On Sunday, 14 December 2014 at 10:36:27 UTC, Joakim wrote:
Thanks for the feedback.
On Sunday, 14 December 2014 at 08:37:36 UTC, Manu via
Digitalmars-d wrote:
We were unable to build Win64 code (vibe.d doesn't support
Win64 it
seems), and the 32bit compiler produces useless OMF output. We
couldn't link against any of our existing code which was a
serious
inconvenience, but they were understanding and we worked
around it.
Did you try the new 32-bit COFF support in dmd from git?
The result was a bunch of die-hard native C programmers,
initially
excited to use a native language to write a webserver, instead
saying
stuff like "wow, node.js just worked! that's amazing,
javascript is
awesome!"... and then mocking me about my D language thing.
"die-hard native C programmers" who are fine with javascript?

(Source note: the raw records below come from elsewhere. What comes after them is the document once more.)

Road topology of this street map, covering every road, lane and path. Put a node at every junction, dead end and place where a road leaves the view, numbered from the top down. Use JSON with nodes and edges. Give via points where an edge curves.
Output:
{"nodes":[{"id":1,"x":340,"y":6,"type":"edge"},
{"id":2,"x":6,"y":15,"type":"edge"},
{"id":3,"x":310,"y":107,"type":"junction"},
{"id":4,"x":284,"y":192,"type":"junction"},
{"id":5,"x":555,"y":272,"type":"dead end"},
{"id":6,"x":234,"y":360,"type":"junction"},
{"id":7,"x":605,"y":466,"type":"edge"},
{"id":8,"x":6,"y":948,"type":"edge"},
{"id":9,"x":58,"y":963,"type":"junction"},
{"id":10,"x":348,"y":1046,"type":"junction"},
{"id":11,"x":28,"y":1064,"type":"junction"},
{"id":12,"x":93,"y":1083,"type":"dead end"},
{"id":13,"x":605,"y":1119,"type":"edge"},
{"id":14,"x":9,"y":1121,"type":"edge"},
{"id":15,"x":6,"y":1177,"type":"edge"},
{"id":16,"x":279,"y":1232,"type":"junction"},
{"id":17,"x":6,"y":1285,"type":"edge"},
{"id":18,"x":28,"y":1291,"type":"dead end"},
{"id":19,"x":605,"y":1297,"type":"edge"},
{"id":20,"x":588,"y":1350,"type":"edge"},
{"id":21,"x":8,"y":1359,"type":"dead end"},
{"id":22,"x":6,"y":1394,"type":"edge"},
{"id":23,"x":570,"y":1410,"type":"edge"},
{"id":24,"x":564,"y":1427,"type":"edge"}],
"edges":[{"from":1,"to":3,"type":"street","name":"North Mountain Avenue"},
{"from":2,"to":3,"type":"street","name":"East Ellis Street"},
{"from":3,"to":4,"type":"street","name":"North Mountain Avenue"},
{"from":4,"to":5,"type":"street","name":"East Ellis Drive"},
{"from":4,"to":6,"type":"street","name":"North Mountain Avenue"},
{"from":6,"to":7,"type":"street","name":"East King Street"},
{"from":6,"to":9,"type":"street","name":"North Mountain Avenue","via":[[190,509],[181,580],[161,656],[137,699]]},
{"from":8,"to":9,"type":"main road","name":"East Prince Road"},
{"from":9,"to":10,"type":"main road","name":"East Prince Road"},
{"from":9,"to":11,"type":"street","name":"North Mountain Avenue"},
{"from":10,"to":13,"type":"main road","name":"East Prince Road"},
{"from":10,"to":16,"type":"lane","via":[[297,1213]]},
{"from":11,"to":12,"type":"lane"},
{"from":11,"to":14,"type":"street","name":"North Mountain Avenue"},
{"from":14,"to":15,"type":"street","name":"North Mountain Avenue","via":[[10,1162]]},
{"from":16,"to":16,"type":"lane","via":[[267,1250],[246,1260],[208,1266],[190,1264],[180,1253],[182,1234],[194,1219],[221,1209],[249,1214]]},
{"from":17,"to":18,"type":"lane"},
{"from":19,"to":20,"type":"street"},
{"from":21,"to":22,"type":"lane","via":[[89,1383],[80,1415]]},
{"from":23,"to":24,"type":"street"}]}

Is it one or two orders of magnitude slower than vibe.d? ;) I
know v8 is fast for javascript, but it has to be significantly
slower than C and D.
...
I have seen this in every project where we replaced legacy C++
systems by new ones implemented in .NET and Java.
First people will complain that the performance isn't comparable,
they are bloated, and so on.
The project goes forward, as it was a management decision.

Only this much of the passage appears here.